*** Opening of RECORDS FOR THE TASK ***

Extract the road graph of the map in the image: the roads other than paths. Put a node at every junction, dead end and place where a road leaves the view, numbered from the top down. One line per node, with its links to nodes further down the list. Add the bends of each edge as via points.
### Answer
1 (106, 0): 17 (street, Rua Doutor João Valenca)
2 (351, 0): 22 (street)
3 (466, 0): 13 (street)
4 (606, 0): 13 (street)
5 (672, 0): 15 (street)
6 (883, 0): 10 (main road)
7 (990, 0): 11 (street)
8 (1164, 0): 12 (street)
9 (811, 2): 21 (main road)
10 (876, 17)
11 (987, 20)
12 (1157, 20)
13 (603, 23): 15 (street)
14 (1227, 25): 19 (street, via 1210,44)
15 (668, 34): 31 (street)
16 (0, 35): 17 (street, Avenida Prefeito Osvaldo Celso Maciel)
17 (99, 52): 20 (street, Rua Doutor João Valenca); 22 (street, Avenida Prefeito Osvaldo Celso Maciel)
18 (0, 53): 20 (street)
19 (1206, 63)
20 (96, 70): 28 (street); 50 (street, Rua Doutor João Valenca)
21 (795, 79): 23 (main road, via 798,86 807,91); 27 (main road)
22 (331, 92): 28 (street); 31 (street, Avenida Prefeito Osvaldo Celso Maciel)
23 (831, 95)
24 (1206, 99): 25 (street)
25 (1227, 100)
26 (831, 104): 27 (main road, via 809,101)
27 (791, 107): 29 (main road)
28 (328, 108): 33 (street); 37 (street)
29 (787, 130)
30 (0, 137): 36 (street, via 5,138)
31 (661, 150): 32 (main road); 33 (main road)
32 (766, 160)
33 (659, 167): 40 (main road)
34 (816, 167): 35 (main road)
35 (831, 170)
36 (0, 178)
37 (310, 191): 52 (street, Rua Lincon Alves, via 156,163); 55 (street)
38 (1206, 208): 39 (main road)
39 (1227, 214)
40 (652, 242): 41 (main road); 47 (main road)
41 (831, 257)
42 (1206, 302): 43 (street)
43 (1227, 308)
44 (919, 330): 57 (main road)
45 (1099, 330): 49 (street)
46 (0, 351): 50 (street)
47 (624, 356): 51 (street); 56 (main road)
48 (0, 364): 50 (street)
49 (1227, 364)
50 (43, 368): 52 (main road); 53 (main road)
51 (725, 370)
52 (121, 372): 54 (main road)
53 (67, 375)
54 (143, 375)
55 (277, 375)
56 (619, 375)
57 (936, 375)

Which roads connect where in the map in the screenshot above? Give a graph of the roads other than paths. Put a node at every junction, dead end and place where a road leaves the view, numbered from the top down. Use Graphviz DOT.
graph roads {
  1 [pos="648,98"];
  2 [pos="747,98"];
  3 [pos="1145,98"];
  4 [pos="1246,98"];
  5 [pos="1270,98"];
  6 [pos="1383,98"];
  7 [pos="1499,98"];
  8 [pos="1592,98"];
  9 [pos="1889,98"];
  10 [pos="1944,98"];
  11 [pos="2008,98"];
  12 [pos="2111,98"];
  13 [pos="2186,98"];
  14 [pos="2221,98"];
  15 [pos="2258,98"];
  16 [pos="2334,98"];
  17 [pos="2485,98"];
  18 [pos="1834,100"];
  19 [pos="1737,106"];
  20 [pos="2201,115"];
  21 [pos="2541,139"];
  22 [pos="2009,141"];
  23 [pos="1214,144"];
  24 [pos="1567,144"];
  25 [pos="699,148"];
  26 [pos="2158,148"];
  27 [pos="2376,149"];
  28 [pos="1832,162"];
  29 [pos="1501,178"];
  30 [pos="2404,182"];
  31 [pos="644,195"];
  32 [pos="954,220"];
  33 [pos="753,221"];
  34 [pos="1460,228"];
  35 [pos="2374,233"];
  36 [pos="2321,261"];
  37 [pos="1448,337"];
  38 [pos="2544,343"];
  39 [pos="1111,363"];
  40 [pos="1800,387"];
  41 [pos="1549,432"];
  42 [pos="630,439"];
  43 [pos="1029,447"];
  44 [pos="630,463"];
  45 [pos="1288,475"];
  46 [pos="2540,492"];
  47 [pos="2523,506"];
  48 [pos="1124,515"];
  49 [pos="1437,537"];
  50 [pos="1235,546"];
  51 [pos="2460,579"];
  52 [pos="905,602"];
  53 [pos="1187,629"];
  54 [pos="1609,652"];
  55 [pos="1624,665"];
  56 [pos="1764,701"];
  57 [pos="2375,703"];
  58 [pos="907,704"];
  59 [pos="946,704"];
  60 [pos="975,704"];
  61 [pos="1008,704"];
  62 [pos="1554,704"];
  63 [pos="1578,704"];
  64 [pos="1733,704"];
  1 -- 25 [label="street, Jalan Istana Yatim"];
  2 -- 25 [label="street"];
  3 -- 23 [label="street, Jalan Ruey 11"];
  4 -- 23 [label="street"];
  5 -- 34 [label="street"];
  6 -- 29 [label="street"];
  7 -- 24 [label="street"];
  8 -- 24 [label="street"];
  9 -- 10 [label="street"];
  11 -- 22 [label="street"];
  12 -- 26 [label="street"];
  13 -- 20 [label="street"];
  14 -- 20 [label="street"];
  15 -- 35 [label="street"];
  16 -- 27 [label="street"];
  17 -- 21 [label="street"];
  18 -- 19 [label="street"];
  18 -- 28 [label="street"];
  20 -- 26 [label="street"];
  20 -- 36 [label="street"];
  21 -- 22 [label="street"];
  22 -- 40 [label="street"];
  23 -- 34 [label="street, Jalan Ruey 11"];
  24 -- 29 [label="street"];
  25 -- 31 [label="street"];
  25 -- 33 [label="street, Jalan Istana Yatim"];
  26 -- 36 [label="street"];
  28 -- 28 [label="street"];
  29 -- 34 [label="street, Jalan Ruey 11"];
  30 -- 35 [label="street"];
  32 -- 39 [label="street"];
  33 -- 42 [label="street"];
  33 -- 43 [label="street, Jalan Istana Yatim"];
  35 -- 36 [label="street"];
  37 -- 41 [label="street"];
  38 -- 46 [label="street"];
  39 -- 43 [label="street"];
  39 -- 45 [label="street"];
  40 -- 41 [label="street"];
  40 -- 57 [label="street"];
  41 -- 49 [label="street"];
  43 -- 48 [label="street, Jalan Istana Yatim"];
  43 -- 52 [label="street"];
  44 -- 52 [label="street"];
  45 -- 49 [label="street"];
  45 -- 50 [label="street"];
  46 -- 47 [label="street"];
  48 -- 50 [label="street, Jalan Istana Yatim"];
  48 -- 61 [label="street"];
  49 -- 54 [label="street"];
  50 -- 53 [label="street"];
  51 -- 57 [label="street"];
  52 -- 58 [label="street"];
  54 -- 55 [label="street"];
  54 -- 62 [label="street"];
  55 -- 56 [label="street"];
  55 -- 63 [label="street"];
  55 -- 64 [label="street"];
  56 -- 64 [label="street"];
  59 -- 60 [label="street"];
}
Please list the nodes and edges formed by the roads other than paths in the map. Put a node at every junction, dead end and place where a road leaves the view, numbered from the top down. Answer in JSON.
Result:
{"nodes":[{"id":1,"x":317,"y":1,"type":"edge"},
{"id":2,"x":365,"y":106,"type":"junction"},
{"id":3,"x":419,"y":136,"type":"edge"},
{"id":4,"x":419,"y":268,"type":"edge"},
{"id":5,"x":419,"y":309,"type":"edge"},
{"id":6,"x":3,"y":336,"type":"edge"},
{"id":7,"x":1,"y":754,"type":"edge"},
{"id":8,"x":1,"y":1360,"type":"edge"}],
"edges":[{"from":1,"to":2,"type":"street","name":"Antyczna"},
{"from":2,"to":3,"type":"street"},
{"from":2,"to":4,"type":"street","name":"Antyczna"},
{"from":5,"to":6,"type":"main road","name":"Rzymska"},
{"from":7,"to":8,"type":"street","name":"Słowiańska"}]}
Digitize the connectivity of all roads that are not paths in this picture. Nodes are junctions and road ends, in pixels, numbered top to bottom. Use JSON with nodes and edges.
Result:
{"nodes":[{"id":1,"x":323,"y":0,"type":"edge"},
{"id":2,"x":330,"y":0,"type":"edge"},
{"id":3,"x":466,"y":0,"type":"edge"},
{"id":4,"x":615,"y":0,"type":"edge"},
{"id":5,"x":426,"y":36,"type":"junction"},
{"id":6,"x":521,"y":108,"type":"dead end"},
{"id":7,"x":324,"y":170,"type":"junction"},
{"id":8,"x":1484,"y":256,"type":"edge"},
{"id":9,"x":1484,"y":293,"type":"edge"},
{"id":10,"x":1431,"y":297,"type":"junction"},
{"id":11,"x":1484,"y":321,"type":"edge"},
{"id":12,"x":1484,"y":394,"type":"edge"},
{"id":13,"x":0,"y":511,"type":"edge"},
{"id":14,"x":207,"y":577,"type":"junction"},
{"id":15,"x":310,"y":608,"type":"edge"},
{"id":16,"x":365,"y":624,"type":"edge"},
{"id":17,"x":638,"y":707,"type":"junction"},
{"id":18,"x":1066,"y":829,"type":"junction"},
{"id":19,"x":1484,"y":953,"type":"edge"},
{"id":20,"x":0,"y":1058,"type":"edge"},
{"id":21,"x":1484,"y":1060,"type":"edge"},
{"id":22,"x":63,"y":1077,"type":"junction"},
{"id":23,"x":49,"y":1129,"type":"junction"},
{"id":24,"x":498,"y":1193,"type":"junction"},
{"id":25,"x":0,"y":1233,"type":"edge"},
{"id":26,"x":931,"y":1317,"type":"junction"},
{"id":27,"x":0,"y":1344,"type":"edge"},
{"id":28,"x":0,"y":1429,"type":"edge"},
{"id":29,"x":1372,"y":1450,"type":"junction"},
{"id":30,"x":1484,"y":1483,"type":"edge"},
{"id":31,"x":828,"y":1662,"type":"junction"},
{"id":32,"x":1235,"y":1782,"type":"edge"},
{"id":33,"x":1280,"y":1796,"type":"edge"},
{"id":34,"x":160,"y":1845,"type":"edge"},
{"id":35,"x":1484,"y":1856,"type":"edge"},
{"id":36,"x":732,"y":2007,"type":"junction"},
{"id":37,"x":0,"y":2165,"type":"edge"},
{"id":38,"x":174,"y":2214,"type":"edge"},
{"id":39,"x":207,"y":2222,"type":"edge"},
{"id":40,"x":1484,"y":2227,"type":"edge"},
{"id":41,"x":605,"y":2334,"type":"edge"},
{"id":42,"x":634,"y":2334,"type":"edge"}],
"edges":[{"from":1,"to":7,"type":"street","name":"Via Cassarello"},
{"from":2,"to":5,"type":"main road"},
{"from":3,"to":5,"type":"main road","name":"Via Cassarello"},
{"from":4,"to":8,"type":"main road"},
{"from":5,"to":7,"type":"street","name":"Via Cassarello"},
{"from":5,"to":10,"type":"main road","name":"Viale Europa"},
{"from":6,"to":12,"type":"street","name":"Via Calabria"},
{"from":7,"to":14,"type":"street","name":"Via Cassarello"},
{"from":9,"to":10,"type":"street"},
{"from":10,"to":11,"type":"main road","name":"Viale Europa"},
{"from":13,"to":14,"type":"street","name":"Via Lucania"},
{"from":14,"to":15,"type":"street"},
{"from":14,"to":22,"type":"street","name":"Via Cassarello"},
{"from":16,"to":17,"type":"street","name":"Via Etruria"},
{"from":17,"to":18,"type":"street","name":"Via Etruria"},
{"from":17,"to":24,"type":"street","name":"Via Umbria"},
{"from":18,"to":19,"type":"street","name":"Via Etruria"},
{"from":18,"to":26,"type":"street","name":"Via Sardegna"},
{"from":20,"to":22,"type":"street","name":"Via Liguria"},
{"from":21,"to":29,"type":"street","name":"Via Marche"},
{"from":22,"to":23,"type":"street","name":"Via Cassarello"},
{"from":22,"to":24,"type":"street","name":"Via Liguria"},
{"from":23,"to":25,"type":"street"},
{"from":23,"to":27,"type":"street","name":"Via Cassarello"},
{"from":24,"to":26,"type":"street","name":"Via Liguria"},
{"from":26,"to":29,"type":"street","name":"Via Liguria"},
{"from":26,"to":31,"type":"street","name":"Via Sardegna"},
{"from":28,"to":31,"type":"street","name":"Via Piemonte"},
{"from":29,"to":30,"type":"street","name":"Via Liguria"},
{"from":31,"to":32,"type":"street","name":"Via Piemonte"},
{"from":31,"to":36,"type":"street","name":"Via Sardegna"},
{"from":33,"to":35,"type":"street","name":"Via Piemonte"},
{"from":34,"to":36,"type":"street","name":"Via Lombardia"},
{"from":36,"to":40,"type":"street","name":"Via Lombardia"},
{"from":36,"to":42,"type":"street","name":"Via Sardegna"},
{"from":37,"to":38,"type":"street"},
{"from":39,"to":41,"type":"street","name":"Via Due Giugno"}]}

*** Close of RECORDS FOR THE TASK ***

### [REQUIREMENT]
Copy out each line of the data where the string "Istana" appears.

### [EXERCISE OUTPUT]
  1 -- 25 [label="street, Jalan Istana Yatim"];
  25 -- 33 [label="street, Jalan Istana Yatim"];
  33 -- 43 [label="street, Jalan Istana Yatim"];
  43 -- 48 [label="street, Jalan Istana Yatim"];
  48 -- 50 [label="street, Jalan Istana Yatim"];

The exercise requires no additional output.